Where does the word "أحمد" occur in the data below? Copy each line that holds it.

RECORDS FOR PROCESSING START

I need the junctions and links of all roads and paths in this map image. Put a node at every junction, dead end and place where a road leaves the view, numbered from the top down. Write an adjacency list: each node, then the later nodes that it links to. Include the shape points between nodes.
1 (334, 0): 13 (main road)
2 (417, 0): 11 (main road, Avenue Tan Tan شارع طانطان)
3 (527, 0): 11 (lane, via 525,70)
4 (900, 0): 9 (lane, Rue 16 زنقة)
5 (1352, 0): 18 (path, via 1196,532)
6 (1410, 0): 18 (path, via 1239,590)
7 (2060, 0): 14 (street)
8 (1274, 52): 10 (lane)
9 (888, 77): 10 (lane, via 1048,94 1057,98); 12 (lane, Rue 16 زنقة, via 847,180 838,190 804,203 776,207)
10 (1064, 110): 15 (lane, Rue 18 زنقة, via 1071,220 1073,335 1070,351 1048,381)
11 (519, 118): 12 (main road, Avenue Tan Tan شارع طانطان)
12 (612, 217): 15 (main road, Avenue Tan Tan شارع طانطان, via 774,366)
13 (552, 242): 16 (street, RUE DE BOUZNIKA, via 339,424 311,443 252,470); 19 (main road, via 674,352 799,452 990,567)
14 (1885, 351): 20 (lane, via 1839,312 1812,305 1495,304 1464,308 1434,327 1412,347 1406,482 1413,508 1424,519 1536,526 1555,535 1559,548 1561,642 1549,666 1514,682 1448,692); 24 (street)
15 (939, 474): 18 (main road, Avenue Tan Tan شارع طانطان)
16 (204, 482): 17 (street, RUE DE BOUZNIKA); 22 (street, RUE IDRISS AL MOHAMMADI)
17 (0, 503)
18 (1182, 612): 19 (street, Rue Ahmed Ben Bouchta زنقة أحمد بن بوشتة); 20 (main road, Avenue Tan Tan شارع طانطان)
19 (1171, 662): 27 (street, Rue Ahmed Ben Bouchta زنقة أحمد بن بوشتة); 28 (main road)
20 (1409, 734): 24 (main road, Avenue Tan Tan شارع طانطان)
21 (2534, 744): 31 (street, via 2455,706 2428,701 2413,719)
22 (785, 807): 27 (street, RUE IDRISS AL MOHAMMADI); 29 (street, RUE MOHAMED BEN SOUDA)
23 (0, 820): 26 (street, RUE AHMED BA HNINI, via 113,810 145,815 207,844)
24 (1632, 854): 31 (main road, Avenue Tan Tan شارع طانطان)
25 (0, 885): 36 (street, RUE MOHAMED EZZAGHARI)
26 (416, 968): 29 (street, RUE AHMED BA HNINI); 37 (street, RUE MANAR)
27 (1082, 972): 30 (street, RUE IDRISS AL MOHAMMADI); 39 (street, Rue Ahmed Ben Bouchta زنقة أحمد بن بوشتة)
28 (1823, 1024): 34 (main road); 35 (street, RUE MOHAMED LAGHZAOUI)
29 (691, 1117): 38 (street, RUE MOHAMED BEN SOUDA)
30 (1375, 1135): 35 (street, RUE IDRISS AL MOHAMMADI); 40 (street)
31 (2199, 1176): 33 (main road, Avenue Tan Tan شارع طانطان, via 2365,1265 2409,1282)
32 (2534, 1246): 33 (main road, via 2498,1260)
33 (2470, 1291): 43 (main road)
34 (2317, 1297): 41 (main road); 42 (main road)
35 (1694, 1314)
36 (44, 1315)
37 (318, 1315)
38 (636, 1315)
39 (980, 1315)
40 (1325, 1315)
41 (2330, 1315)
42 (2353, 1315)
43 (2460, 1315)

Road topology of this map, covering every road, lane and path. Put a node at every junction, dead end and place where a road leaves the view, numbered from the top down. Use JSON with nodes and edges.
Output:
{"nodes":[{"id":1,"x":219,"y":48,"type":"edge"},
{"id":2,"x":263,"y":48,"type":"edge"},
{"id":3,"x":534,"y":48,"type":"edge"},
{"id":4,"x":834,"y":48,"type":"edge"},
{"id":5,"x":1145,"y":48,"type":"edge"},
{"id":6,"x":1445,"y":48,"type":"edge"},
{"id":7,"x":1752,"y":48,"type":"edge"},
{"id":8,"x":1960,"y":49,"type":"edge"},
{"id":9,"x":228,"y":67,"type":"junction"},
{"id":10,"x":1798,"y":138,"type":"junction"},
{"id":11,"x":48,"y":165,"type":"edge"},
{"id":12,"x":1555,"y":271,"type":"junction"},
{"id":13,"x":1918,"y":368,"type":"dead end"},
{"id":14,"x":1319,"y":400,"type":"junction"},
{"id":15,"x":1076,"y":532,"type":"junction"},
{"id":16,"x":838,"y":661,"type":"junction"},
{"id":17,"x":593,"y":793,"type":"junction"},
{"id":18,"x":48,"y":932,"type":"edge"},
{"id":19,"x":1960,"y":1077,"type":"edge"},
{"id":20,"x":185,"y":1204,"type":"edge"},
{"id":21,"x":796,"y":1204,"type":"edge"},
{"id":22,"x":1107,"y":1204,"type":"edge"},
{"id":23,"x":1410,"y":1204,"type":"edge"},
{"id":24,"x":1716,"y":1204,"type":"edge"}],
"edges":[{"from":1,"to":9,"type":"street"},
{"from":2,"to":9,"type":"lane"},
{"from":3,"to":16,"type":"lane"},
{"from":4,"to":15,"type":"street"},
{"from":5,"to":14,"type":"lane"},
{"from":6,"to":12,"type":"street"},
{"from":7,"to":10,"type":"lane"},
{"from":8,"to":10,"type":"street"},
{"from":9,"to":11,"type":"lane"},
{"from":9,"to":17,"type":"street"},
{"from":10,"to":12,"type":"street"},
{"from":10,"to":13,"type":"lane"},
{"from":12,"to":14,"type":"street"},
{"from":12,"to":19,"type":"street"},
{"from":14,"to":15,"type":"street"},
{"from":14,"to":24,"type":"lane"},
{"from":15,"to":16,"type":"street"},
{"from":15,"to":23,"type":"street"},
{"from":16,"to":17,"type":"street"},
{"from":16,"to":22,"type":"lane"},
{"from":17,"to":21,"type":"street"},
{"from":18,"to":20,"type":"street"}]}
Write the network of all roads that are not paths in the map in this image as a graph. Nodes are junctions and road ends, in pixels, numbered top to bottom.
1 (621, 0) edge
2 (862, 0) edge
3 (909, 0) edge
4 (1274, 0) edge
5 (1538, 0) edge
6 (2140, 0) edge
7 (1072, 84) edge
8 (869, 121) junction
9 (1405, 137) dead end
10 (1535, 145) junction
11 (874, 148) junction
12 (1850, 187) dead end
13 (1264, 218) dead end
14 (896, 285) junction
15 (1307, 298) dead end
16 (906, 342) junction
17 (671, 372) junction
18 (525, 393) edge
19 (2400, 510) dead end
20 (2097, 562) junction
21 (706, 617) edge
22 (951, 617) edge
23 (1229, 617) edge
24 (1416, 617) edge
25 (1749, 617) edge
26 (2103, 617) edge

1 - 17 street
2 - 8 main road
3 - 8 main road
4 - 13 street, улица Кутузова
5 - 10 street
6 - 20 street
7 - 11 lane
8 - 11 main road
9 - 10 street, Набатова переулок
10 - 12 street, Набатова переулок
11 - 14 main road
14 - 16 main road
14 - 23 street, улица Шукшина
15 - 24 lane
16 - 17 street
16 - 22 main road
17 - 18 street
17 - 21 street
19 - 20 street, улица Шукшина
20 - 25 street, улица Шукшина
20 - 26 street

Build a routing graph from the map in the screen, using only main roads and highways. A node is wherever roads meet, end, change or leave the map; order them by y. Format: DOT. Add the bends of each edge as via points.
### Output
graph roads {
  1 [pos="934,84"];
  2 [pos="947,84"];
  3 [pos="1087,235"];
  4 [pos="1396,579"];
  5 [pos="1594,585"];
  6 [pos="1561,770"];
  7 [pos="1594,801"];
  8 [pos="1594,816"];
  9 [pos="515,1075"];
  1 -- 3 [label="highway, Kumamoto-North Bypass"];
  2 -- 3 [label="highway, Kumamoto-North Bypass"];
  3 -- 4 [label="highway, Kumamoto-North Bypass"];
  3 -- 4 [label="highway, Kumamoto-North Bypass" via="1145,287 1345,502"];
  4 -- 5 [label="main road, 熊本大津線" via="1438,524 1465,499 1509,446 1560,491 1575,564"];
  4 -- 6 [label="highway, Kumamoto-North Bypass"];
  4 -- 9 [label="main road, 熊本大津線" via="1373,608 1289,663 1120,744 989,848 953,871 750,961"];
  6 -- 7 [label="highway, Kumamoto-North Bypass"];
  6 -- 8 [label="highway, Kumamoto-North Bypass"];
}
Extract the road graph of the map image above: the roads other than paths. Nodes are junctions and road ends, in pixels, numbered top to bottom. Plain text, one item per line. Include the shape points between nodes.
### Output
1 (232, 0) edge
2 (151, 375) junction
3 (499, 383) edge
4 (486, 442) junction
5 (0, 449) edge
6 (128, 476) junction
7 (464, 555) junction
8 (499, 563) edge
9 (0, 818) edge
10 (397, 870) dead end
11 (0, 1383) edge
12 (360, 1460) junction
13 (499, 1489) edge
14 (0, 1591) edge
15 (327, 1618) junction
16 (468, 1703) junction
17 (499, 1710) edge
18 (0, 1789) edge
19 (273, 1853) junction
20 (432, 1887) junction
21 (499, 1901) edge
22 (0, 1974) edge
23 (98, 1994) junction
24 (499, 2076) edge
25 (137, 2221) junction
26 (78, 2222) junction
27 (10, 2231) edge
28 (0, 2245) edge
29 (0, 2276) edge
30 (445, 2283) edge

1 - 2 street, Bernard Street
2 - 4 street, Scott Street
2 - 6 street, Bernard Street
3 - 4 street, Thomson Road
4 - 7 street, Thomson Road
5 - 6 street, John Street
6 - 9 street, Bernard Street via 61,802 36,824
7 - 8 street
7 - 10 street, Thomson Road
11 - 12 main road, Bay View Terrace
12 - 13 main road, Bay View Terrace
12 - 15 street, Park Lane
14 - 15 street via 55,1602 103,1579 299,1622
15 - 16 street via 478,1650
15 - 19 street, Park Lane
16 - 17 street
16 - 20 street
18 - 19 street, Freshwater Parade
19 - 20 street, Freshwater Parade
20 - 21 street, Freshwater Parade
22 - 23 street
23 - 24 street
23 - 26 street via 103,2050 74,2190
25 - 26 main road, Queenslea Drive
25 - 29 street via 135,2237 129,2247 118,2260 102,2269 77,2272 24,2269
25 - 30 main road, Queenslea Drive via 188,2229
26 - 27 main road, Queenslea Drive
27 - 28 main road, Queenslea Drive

RECORDS FOR PROCESSING END

**SOLUTION TO THIS PROBLEM**:
18 (1182, 612): 19 (street, Rue Ahmed Ben Bouchta زنقة أحمد بن بوشتة); 20 (main road, Avenue Tan Tan شارع طانطان)
19 (1171, 662): 27 (street, Rue Ahmed Ben Bouchta زنقة أحمد بن بوشتة); 28 (main road)
27 (1082, 972): 30 (street, RUE IDRISS AL MOHAMMADI); 39 (street, Rue Ahmed Ben Bouchta زنقة أحمد بن بوشتة)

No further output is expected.